*TASK INSTRUCTIONS*
Could you write the entries out again, exactly as they appear?

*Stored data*
___

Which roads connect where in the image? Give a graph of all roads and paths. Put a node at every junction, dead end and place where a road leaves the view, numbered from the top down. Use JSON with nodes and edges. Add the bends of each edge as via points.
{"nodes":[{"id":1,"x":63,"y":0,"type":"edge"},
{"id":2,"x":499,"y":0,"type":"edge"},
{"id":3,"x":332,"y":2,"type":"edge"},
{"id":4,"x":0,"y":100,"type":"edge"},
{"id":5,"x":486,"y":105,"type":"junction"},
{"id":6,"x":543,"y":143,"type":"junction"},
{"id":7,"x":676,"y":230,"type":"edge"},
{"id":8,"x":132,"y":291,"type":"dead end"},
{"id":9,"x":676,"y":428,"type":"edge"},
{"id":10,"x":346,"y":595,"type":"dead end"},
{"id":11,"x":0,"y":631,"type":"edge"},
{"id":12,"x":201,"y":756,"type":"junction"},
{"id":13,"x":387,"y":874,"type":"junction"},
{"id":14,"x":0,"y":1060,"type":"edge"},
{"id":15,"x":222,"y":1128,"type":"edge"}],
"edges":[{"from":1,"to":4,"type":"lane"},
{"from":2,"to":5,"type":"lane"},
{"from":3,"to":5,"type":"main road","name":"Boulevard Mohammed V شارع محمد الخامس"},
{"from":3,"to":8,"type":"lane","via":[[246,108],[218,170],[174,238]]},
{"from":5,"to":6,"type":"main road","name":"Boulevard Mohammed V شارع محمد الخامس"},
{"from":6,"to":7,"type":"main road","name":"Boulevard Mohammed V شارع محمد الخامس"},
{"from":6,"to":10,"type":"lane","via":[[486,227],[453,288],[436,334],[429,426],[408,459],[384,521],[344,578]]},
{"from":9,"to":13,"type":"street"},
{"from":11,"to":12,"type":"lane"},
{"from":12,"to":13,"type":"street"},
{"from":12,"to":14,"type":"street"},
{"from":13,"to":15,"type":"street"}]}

___

*RESPONSE TO THIS TASK*
Which roads connect where in the image? Give a graph of all roads and paths. Put a node at every junction, dead end and place where a road leaves the view, numbered from the top down. Use JSON with nodes and edges. Add the bends of each edge as via points.
{"nodes":[{"id":1,"x":63,"y":0,"type":"edge"},
{"id":2,"x":499,"y":0,"type":"edge"},
{"id":3,"x":332,"y":2,"type":"edge"},
{"id":4,"x":0,"y":100,"type":"edge"},
{"id":5,"x":486,"y":105,"type":"junction"},
{"id":6,"x":543,"y":143,"type":"junction"},
{"id":7,"x":676,"y":230,"type":"edge"},
{"id":8,"x":132,"y":291,"type":"dead end"},
{"id":9,"x":676,"y":428,"type":"edge"},
{"id":10,"x":346,"y":595,"type":"dead end"},
{"id":11,"x":0,"y":631,"type":"edge"},
{"id":12,"x":201,"y":756,"type":"junction"},
{"id":13,"x":387,"y":874,"type":"junction"},
{"id":14,"x":0,"y":1060,"type":"edge"},
{"id":15,"x":222,"y":1128,"type":"edge"}],
"edges":[{"from":1,"to":4,"type":"lane"},
{"from":2,"to":5,"type":"lane"},
{"from":3,"to":5,"type":"main road","name":"Boulevard Mohammed V شارع محمد الخامس"},
{"from":3,"to":8,"type":"lane","via":[[246,108],[218,170],[174,238]]},
{"from":5,"to":6,"type":"main road","name":"Boulevard Mohammed V شارع محمد الخامس"},
{"from":6,"to":7,"type":"main road","name":"Boulevard Mohammed V شارع محمد الخامس"},
{"from":6,"to":10,"type":"lane","via":[[486,227],[453,288],[436,334],[429,426],[408,459],[384,521],[344,578]]},
{"from":9,"to":13,"type":"street"},
{"from":11,"to":12,"type":"lane"},
{"from":12,"to":13,"type":"street"},
{"from":12,"to":14,"type":"street"},
{"from":13,"to":15,"type":"street"}]}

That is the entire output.